Fitting the sanctified appellate album’s themes and vibe, the previously redundant Teardrop track, ‘Screaming Secrets’, and co-written with Ian McCulloch, of Echo & The Bunnymen fame, ‘Spacehopper’, nestle in with their fiery measured protestations.
This being a ‘deluxe’ appraisal, there’s the standard obligatory B-sides (from both singles and the 12” versions) and live tracks included, gathering together all the loose ends with notes by Ian Harrison. The World Shut Your Mouth 12” has a few welcome surprises, with the 13th Floor Elevators’ ‘I’ve Got Levitation’ – given some shout-y gospel by Cope – and Pere Ubu’s ‘Non-Alignment Pact’ covers – faithfully reproduced – whilst the Throbbing Gristle versus Faust ‘Transporting’ points to Cope’s future Krautrock obsession.
These additional instrumentals and experiments show a chameleon-like Cope working his way through a litany of musical guises: whether hoisting aloft the ‘jolly roger’ on ‘Disaster’; whistling and creeping from room to room in the discordant Fun House ‘Almost Beautiful Child (I & II)’; or dolefully aping Nico on the repetitive prodding piano ‘Warwick The Kingmaker’.
Saved from total obscurity, to a point, Saint Julian’s appeal and critical acclaim still ended in acrimony. The following, My Nation Underground, failed to take off, and a more lo-fi and personal session recorded at the same time, Skellington, was frowned upon by Island Records – it would finally see the light of day on the obscure Zippo label in 1989. Working through his inevitable feuds – Cope went on strike refusing to record any new material until Island had seen the error of their ways – he adopted a pagan zeal; traversing acoustic electronica, spacerock, barricade-manning folk and earnest toil.
Running parallel to his first love, Cope’s blossoming fan boy style of music-critique introduced us to long-forgotten and hidden scenes, recordings and artists. Arguably writing the definitive tracts (Samplers) on Krautrock, and equalling musing on the outer occultist perimeters of Japanese Psych and primal Detroit, yet he also successfully turned his gaze towards the Monolithic monuments of Britain, writing a well-received weighty tome on Megalithic sites.
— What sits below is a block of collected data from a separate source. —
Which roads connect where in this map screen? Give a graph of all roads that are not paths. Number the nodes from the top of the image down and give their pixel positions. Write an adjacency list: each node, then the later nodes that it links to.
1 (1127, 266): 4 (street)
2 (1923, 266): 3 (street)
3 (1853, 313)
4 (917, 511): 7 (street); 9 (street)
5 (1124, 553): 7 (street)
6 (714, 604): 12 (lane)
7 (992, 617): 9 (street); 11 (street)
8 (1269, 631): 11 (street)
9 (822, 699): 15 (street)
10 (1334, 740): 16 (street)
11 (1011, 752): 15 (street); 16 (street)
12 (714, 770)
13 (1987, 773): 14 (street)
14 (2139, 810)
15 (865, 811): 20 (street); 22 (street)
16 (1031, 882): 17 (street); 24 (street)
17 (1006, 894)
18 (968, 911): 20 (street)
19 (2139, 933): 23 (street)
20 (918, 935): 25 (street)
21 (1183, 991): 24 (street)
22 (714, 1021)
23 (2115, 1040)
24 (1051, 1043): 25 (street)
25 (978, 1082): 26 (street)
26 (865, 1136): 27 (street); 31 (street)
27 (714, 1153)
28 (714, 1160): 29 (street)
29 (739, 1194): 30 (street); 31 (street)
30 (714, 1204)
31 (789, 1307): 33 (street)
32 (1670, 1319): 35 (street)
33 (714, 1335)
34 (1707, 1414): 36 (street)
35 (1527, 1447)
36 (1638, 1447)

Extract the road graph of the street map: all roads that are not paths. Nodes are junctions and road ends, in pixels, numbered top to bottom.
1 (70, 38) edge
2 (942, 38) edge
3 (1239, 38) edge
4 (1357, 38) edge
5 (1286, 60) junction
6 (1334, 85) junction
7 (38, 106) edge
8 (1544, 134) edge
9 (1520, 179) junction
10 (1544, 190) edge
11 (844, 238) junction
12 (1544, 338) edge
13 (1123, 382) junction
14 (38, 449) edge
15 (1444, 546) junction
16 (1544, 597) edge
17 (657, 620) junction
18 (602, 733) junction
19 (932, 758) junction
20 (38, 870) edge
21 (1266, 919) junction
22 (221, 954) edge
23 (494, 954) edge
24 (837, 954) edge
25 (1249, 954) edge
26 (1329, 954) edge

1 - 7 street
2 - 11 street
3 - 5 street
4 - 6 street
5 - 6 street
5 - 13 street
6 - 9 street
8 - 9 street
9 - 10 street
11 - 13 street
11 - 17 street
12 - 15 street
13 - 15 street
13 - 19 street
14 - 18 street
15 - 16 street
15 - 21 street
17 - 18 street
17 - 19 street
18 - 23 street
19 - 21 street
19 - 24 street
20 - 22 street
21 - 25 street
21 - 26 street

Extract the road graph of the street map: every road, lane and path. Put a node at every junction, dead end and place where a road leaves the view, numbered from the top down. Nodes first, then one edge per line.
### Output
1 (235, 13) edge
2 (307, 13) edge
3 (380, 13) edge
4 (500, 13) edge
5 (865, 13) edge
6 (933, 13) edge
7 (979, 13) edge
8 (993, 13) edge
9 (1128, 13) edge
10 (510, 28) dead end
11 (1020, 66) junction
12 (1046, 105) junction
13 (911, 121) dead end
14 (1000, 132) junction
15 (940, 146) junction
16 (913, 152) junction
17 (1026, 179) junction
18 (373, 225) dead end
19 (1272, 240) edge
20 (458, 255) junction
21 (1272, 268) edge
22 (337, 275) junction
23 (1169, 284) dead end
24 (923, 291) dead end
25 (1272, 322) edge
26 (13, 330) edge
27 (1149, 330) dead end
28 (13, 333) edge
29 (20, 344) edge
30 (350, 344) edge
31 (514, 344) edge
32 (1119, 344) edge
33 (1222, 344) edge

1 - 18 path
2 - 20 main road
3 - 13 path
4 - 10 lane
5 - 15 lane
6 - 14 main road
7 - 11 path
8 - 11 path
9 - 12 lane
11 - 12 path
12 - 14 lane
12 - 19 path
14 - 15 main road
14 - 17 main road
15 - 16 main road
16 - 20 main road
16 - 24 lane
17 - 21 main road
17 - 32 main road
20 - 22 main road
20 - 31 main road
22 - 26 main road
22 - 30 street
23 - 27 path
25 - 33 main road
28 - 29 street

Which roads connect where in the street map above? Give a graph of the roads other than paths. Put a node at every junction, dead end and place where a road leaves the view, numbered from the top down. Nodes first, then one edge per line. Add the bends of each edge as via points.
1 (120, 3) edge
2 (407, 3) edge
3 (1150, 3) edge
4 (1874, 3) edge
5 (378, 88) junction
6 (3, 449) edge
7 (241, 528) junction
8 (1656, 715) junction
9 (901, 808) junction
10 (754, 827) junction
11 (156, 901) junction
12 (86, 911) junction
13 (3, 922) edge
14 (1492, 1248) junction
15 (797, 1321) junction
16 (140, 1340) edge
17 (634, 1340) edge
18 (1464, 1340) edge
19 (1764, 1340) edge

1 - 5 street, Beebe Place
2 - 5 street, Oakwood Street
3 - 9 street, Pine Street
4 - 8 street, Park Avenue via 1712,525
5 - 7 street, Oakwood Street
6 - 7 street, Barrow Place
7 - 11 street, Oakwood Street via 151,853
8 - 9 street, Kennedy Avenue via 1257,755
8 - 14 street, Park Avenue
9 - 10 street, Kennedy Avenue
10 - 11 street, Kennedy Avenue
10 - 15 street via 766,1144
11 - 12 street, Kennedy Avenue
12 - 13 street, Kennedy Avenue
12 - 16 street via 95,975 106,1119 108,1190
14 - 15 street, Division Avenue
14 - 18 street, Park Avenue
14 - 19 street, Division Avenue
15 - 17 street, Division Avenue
A Druidic scholarly mash-up of Lester Bangs, Mike Stax, Greg Shaw and Hunter S Thompson, his thoroughly voracious observations and thoughts are both provocative and visceral; every bit as entertaining as his own lyrics.
Totally remote from the industry, Cope’s admirers and fans still flock to his clarion calls; from his many pontifications on his Head Heritage website, to his rune symbolized, biker gang on acid, group the Black Sheep.
As I said in my opening, Cope isn’t exactly prone to reminisce or rest on past glories, even if the occasional song from the back catalogue does happen to make it into present live performances. Still, Saint Julian is an important development in the Cope story showing a balance between melodious rock and lyrical soliloquy. Very much of its time, the transition from the Teardrop to pagan zealot isn’t exactly an obvious one, recondite and hidden as it is under the more pleasing, shinier production.
Regardless of the history lessons or attempts to put this record in some kind of cultural relevant context, it should be read as a timely excuse to evaluate one of this country’s most important maverick artists.